Under the CIDM (Commune Integrated Device Manufacturer) model fabless chip companies and end application companies, jointly in joint IDM company and gain exclusive production capacity and technical support for chip manufacturing, while achieving economies of scale and sharing risk.
TSMC made a similar move back in 1996 with the establishment of WaferTech (Camas, Washington) as a US-based joint venture with TSMC, Altera, Analog Devices and ISSI as partners. The model made some sense at a time of supply constraint but did not last long and WaferTech is now a wholly-owned subsidiary of TSMC and TSMC's only US based wafer fab.
SiEn also appears to have a similar business model to CanSemi. The existence of that company was reported in July 2018 with Chang at the head and plans to build a 300mm wafer fab in Guangzhou (see IDM or foundry: CanSemi builds on analog, MCU strategy). A website exists for CanSemi but it's future is less clear as Chang was reported in January 2019 to have left CanSemi to start a new company, presumably SiEn.
Chang serves SiEn as chairman and he was the founder and first CEO of Shanghai-based Semiconductor Manufacturing International Corporation (SMIC). Chang worked for 20 years at Texas Instruments Inc. Before founding SMIC in 2000 he was employed briefly by TSMC after its acquisition of Worldwide Semiconductor Manufacturing Co. where he had been CEO from 1998 to 1999. With this long experience Chang has created and managed more than 10 wafer fabs in the US, Japan, Singapore, Italy, Taiwan, and China.
Chang also has been a somewhat controversial figure. He reportedly renounced his Taiwanese citizenship after he was fined NT$5 million (about US$160,000) by the Taiwanese government for allegedly making illegal investments in China as part of the creation of SMIC.

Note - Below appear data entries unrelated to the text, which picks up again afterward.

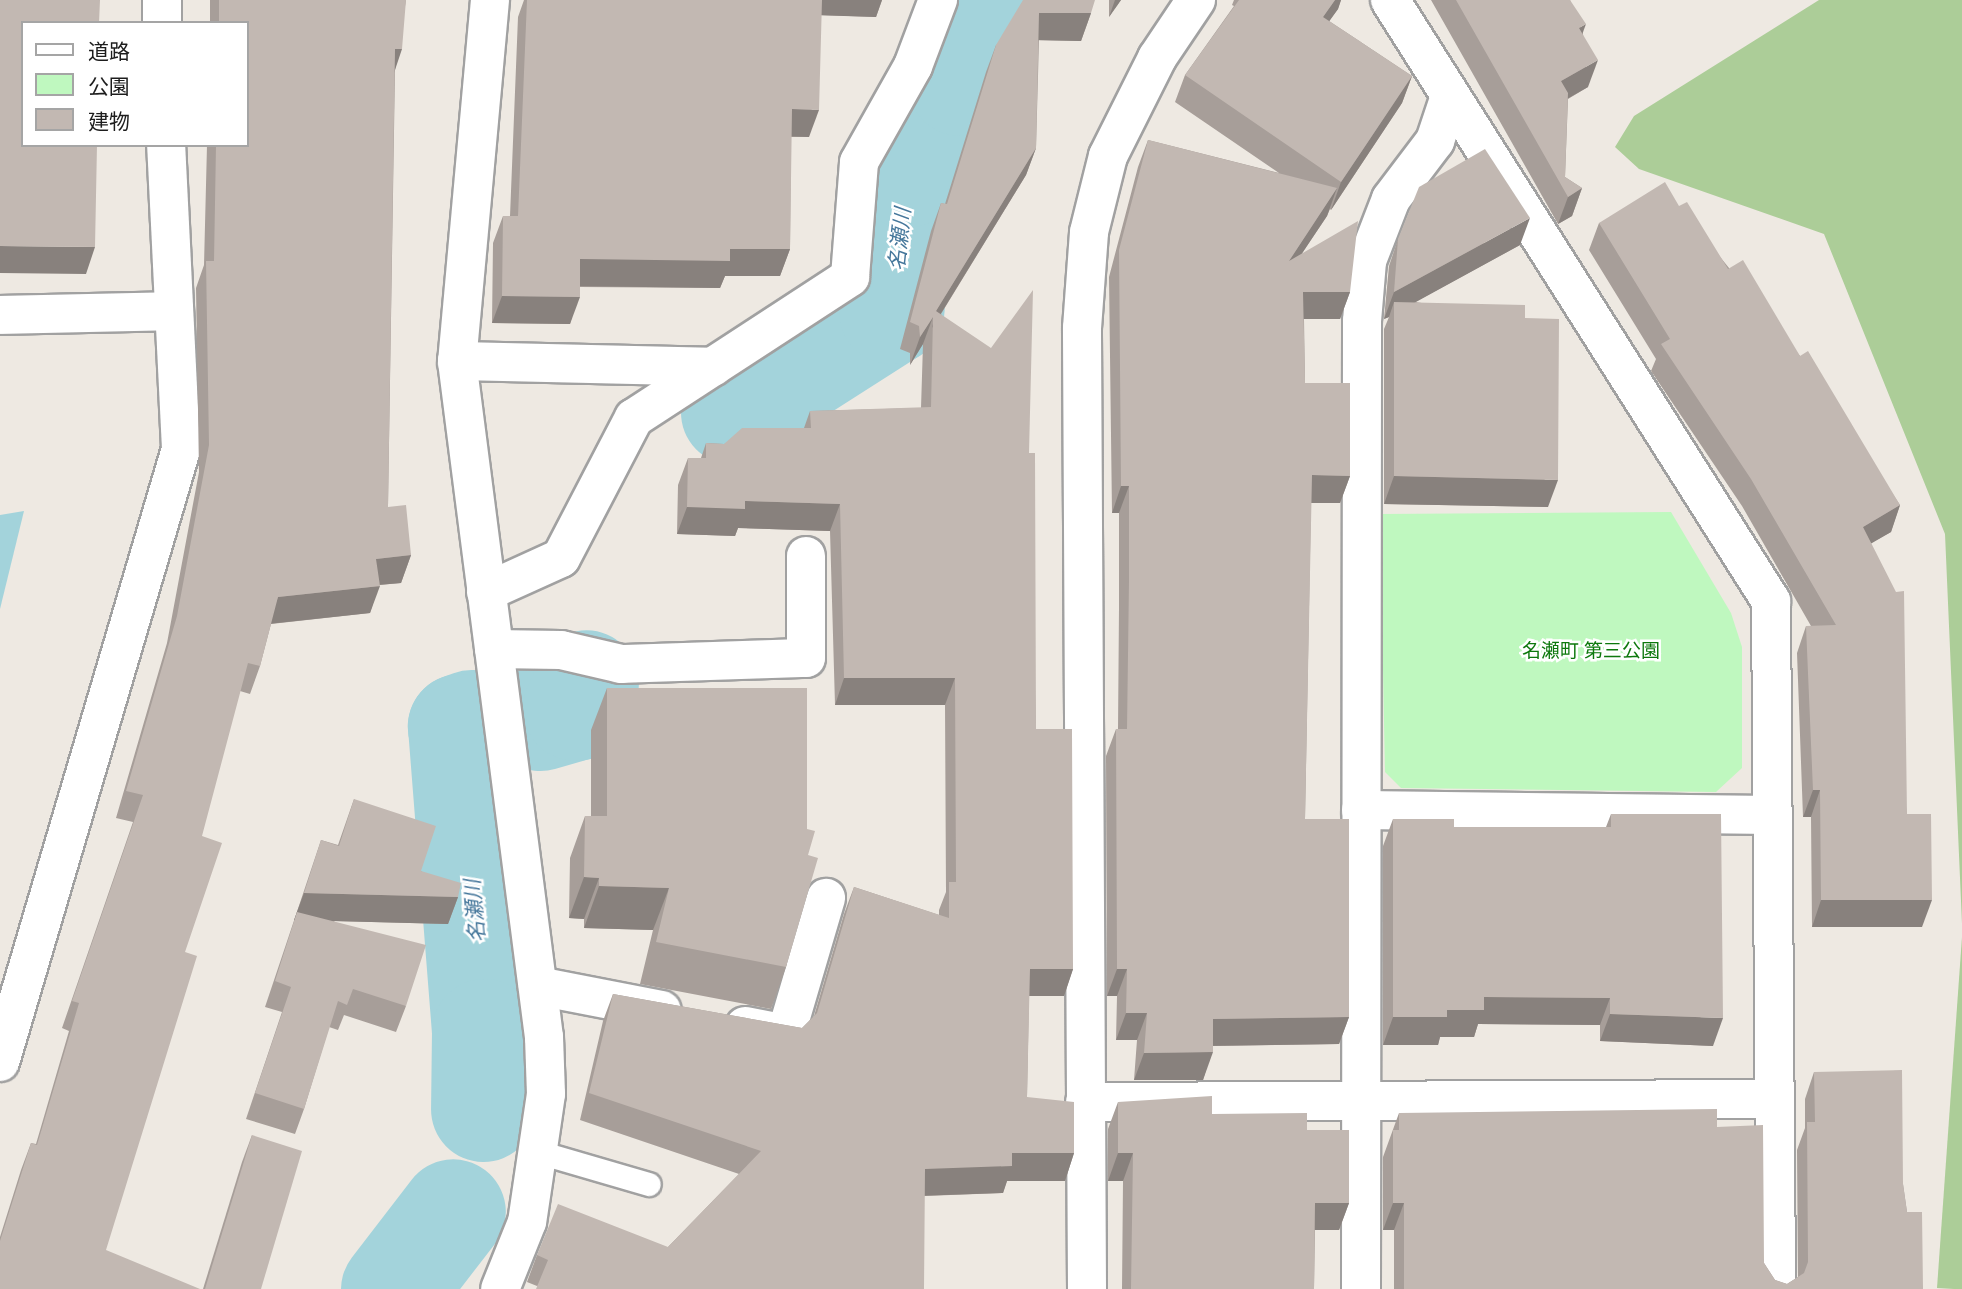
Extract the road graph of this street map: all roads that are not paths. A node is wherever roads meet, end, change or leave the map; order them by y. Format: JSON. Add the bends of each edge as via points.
{"nodes":[{"id":1,"x":162,"y":0,"type":"edge"},
{"id":2,"x":490,"y":0,"type":"edge"},
{"id":3,"x":939,"y":0,"type":"edge"},
{"id":4,"x":1196,"y":0,"type":"edge"},
{"id":5,"x":1390,"y":0,"type":"edge"},
{"id":6,"x":162,"y":21,"type":"edge"},
{"id":7,"x":1450,"y":96,"type":"junction"},
{"id":8,"x":166,"y":147,"type":"edge"},
{"id":9,"x":172,"y":311,"type":"junction"},
{"id":10,"x":0,"y":315,"type":"edge"},
{"id":11,"x":457,"y":361,"type":"junction"},
{"id":12,"x":713,"y":367,"type":"junction"},
{"id":13,"x":806,"y":556,"type":"dead end"},
{"id":14,"x":486,"y":592,"type":"junction"},
{"id":15,"x":494,"y":649,"type":"junction"},
{"id":16,"x":1361,"y":810,"type":"junction"},
{"id":17,"x":1773,"y":815,"type":"junction"},
{"id":18,"x":826,"y":898,"type":"dead end"},
{"id":19,"x":538,"y":986,"type":"junction"},
{"id":20,"x":0,"y":1062,"type":"edge"},
{"id":21,"x":1774,"y":1099,"type":"junction"},
{"id":22,"x":1361,"y":1101,"type":"junction"},
{"id":23,"x":1086,"y":1102,"type":"junction"},
{"id":24,"x":542,"y":1153,"type":"junction"},
{"id":25,"x":649,"y":1184,"type":"dead end"},
{"id":26,"x":500,"y":1289,"type":"edge"},
{"id":27,"x":1087,"y":1289,"type":"edge"},
{"id":28,"x":1361,"y":1289,"type":"edge"},
{"id":29,"x":1776,"y":1289,"type":"edge"}],
"edges":[{"from":1,"to":6,"type":"street"},
{"from":2,"to":11,"type":"street"},
{"from":3,"to":12,"type":"street","via":[[914,66],[859,162],[850,277]]},
{"from":4,"to":23,"type":"street","via":[[1157,58],[1108,156],[1089,232],[1082,328]]},
{"from":5,"to":7,"type":"street"},
{"from":7,"to":16,"type":"street","via":[[1435,141],[1391,199],[1367,261],[1362,321]]},
{"from":7,"to":17,"type":"street","via":[[1771,601]]},
{"from":8,"to":9,"type":"street"},
{"from":9,"to":10,"type":"street"},
{"from":9,"to":20,"type":"street","via":[[181,449]]},
{"from":11,"to":12,"type":"street"},
{"from":11,"to":14,"type":"street"},
{"from":12,"to":14,"type":"street","via":[[634,418],[561,558]]},
{"from":13,"to":15,"type":"street","via":[[806,658],[621,664],[561,650]]},
{"from":14,"to":15,"type":"street"},
{"from":15,"to":19,"type":"street"},
{"from":16,"to":17,"type":"street"},
{"from":16,"to":22,"type":"street"},
{"from":17,"to":21,"type":"street"},
{"from":18,"to":19,"type":"street","via":[[786,1034]]},
{"from":19,"to":24,"type":"street","via":[[546,1094]]},
{"from":21,"to":22,"type":"street"},
{"from":21,"to":29,"type":"street"},
{"from":22,"to":23,"type":"street"},
{"from":22,"to":28,"type":"street"},
{"from":23,"to":27,"type":"street"},
{"from":24,"to":25,"type":"lane"},
{"from":24,"to":26,"type":"street","via":[[527,1222]]}]}
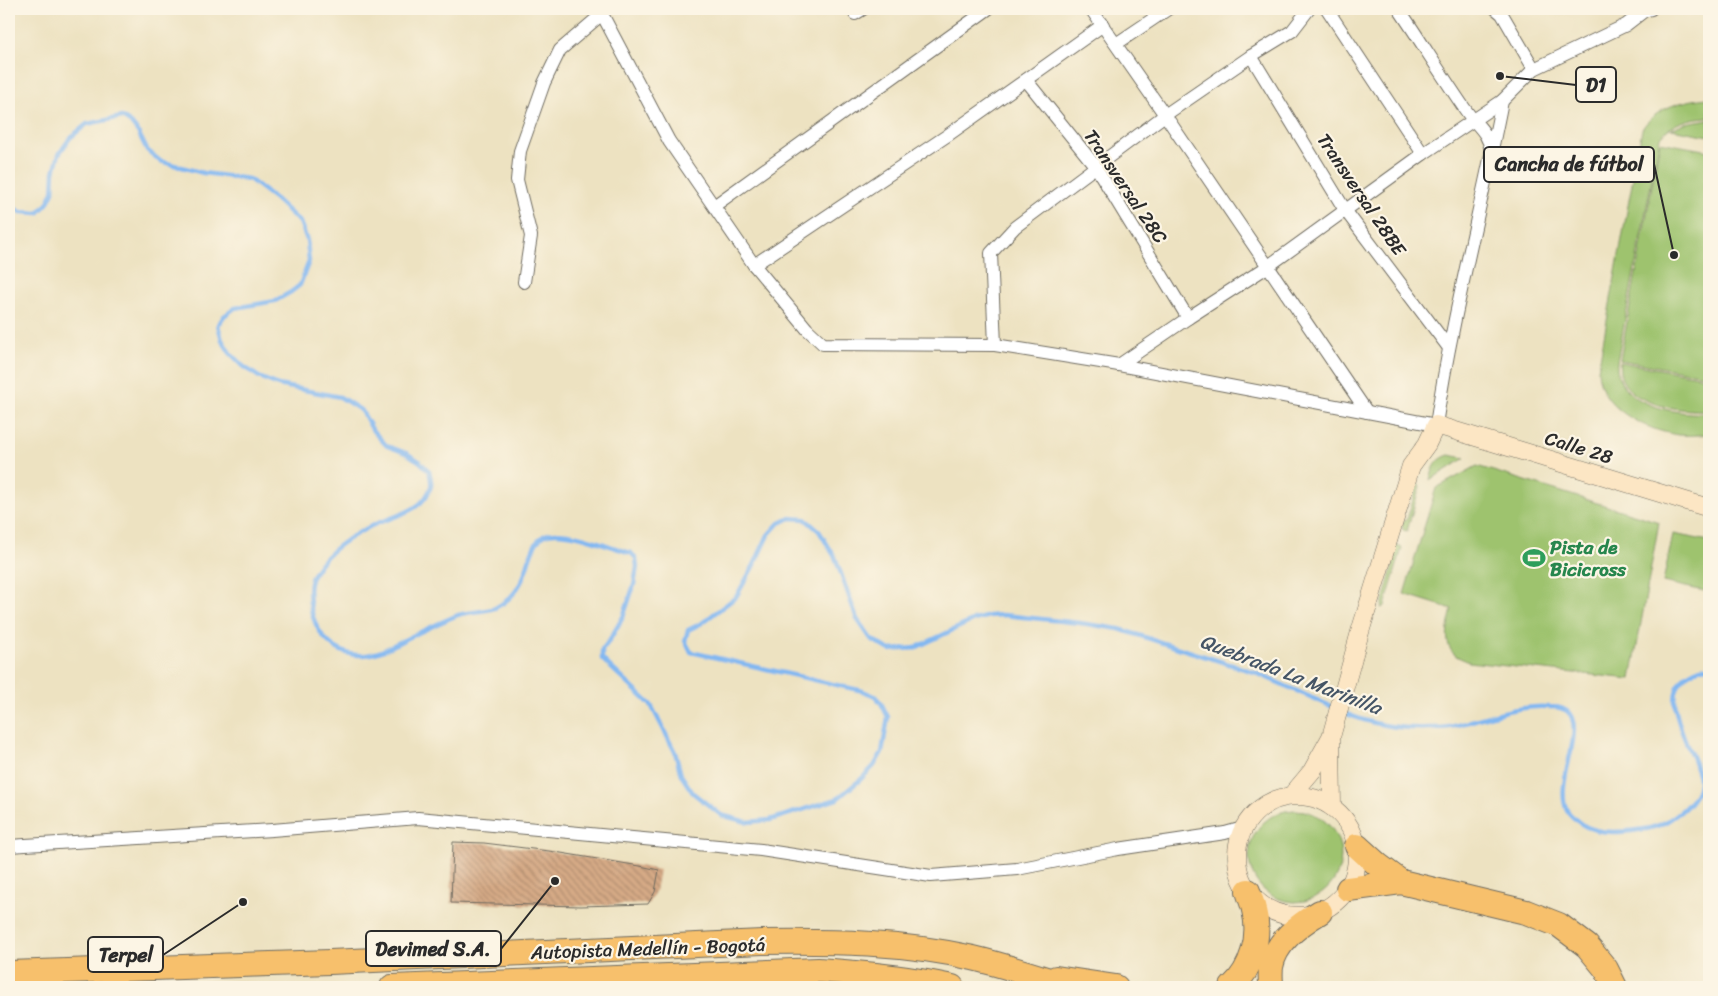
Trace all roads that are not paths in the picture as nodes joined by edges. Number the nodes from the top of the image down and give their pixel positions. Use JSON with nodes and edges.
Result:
{"nodes":[{"id":1,"x":988,"y":9,"type":"edge"},
{"id":2,"x":1091,"y":9,"type":"edge"},
{"id":3,"x":1168,"y":9,"type":"edge"},
{"id":4,"x":1309,"y":9,"type":"edge"},
{"id":5,"x":1327,"y":9,"type":"edge"},
{"id":6,"x":1400,"y":9,"type":"edge"},
{"id":7,"x":1496,"y":9,"type":"edge"},
{"id":8,"x":602,"y":10,"type":"edge"},
{"id":9,"x":1646,"y":10,"type":"edge"},
{"id":10,"x":1103,"y":25,"type":"junction"},
{"id":11,"x":1116,"y":44,"type":"junction"},
{"id":12,"x":1251,"y":56,"type":"junction"},
{"id":13,"x":1534,"y":69,"type":"junction"},
{"id":14,"x":1026,"y":80,"type":"junction"},
{"id":15,"x":1502,"y":101,"type":"junction"},
{"id":16,"x":1165,"y":115,"type":"junction"},
{"id":17,"x":1474,"y":120,"type":"junction"},
{"id":18,"x":1423,"y":154,"type":"junction"},
{"id":19,"x":1491,"y":155,"type":"junction"},
{"id":20,"x":1096,"y":167,"type":"junction"},
{"id":21,"x":714,"y":206,"type":"junction"},
{"id":22,"x":1345,"y":210,"type":"junction"},
{"id":23,"x":754,"y":265,"type":"junction"},
{"id":24,"x":1267,"y":267,"type":"junction"},
{"id":25,"x":524,"y":282,"type":"dead end"},
{"id":26,"x":1188,"y":318,"type":"junction"},
{"id":27,"x":995,"y":345,"type":"junction"},
{"id":28,"x":1448,"y":348,"type":"junction"},
{"id":29,"x":1119,"y":366,"type":"junction"},
{"id":30,"x":1367,"y":412,"type":"junction"},
{"id":31,"x":1436,"y":425,"type":"junction"},
{"id":32,"x":1709,"y":508,"type":"edge"},
{"id":33,"x":1332,"y":730,"type":"junction"},
{"id":34,"x":1291,"y":796,"type":"junction"},
{"id":35,"x":1332,"y":806,"type":"junction"},
{"id":36,"x":1244,"y":828,"type":"junction"},
{"id":37,"x":9,"y":846,"type":"edge"},
{"id":38,"x":1357,"y":846,"type":"junction"},
{"id":39,"x":1400,"y":882,"type":"junction"},
{"id":40,"x":1348,"y":889,"type":"junction"},
{"id":41,"x":1248,"y":892,"type":"junction"},
{"id":42,"x":1320,"y":912,"type":"junction"},
{"id":43,"x":9,"y":973,"type":"edge"},
{"id":44,"x":1036,"y":976,"type":"junction"},
{"id":45,"x":488,"y":985,"type":"edge"},
{"id":46,"x":428,"y":986,"type":"edge"},
{"id":47,"x":392,"y":987,"type":"edge"},
{"id":48,"x":952,"y":987,"type":"edge"},
{"id":49,"x":1072,"y":987,"type":"edge"},
{"id":50,"x":1116,"y":987,"type":"edge"},
{"id":51,"x":1232,"y":987,"type":"edge"},
{"id":52,"x":1270,"y":987,"type":"edge"},
{"id":53,"x":1615,"y":987,"type":"edge"}],
"edges":[{"from":1,"to":21,"type":"street"},
{"from":2,"to":10,"type":"street"},
{"from":3,"to":11,"type":"street"},
{"from":4,"to":12,"type":"street"},
{"from":5,"to":18,"type":"street"},
{"from":6,"to":17,"type":"street"},
{"from":7,"to":13,"type":"street"},
{"from":8,"to":21,"type":"street"},
{"from":8,"to":25,"type":"street"},
{"from":9,"to":13,"type":"street"},
{"from":10,"to":11,"type":"street"},
{"from":10,"to":14,"type":"street"},
{"from":11,"to":16,"type":"street"},
{"from":12,"to":16,"type":"street"},
{"from":12,"to":22,"type":"street","name":"Transversal 28BE"},
{"from":13,"to":15,"type":"street"},
{"from":14,"to":20,"type":"street","name":"Transversal 28C"},
{"from":14,"to":23,"type":"street"},
{"from":15,"to":17,"type":"street"},
{"from":15,"to":19,"type":"street"},
{"from":16,"to":20,"type":"street"},
{"from":16,"to":24,"type":"street"},
{"from":17,"to":18,"type":"street"},
{"from":17,"to":19,"type":"street"},
{"from":18,"to":22,"type":"street"},
{"from":19,"to":28,"type":"street"},
{"from":20,"to":26,"type":"street","name":"Transversal 28C"},
{"from":20,"to":27,"type":"street"},
{"from":21,"to":23,"type":"street"},
{"from":22,"to":24,"type":"street"},
{"from":22,"to":28,"type":"street","name":"Transversal 28BE"},
{"from":23,"to":27,"type":"street"},
{"from":24,"to":26,"type":"street"},
{"from":24,"to":30,"type":"street"},
{"from":26,"to":29,"type":"street"},
{"from":27,"to":29,"type":"street"},
{"from":28,"to":31,"type":"street"},
{"from":29,"to":30,"type":"street"},
{"from":30,"to":31,"type":"street"},
{"from":31,"to":32,"type":"main road","name":"Calle 28"},
{"from":31,"to":33,"type":"main road"},
{"from":33,"to":34,"type":"main road"},
{"from":33,"to":35,"type":"main road"},
{"from":34,"to":35,"type":"main road"},
{"from":34,"to":36,"type":"main road"},
{"from":35,"to":38,"type":"main road"},
{"from":36,"to":37,"type":"street"},
{"from":36,"to":41,"type":"main road"},
{"from":38,"to":39,"type":"highway"},
{"from":38,"to":40,"type":"main road"},
{"from":39,"to":40,"type":"highway"},
{"from":39,"to":53,"type":"highway"},
{"from":40,"to":42,"type":"main road"},
{"from":41,"to":42,"type":"main road"},
{"from":41,"to":51,"type":"highway"},
{"from":42,"to":52,"type":"highway"},
{"from":43,"to":44,"type":"highway","name":"Autopista Medellín - Bogotá"},
{"from":44,"to":49,"type":"highway","name":"Autopista Medellín - Bogotá"},
{"from":44,"to":50,"type":"highway"},
{"from":45,"to":46,"type":"highway","name":"Autopista Medellín - Bogotá"},
{"from":45,"to":48,"type":"highway","name":"Autopista Medellín - Bogotá"},
{"from":46,"to":47,"type":"highway","name":"Autopista Medellín - Bogotá"}]}
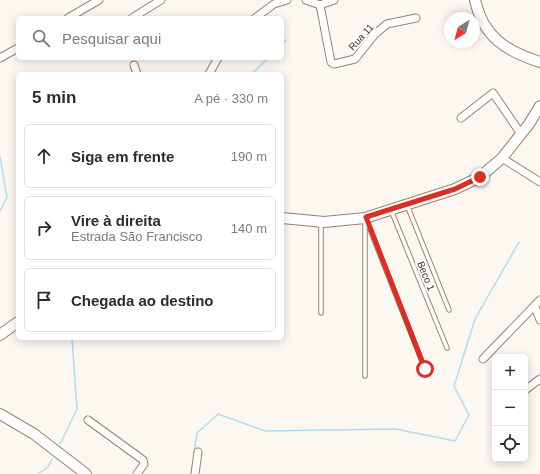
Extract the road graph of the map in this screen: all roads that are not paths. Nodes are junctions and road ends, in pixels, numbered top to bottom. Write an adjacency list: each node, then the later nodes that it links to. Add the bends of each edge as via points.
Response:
1 (99, 0): 8 (street)
2 (161, 0): 9 (street)
3 (287, 0): 10 (street, via 274,4)
4 (306, 0): 7 (street)
5 (334, 0): 7 (street)
6 (475, 0): 15 (main road, via 485,28 496,40 509,49)
7 (320, 5): 11 (street, Rua 11, via 331,62 334,64 354,59 387,24)
8 (71, 16)
9 (135, 16)
10 (258, 16)
11 (416, 18)
12 (16, 49): 13 (street)
13 (0, 58)
14 (217, 60): 18 (street)
15 (540, 62)
16 (134, 65): 17 (street)
17 (136, 72)
18 (209, 72)
19 (540, 106): 21 (main road)
20 (462, 118): 21 (street, via 493,93)
21 (521, 134): 22 (main road)
22 (502, 158): 23 (street); 24 (main road, via 480,177 455,189)
23 (540, 182)
24 (407, 205): 25 (main road); 31 (lane)
25 (390, 210): 27 (main road); 36 (lane, Beco 1)
26 (284, 218): 28 (main road)
27 (365, 218): 28 (main road); 38 (lane); 39 (lane)
28 (321, 222): 32 (lane)
29 (540, 300): 30 (street)
30 (535, 307): 33 (street); 37 (street)
31 (449, 310)
32 (321, 313)
33 (540, 320)
34 (16, 323): 35 (main road)
35 (0, 335)
36 (447, 348)
37 (483, 359)
38 (425, 369)
39 (365, 376)
40 (540, 380): 41 (street)
41 (528, 388)
42 (0, 414): 45 (main road, via 34,434)
43 (88, 420): 46 (street, via 143,460 144,464)
44 (198, 452): 47 (street)
45 (86, 474)
46 (137, 474)
47 (195, 474)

Chang was CEO at SMIC during a long-running feud with TSMC over the alleged misappropriation of trade secrets. Eventually SMIC agreed to pay $200 million plus an undisclosed amount of SMIC stock to settle the case. Chang's departure as CEO was also apparently part of the price, as Chang resigned as CEO in November 2009 on the same day that the settlement with TSMC was reported.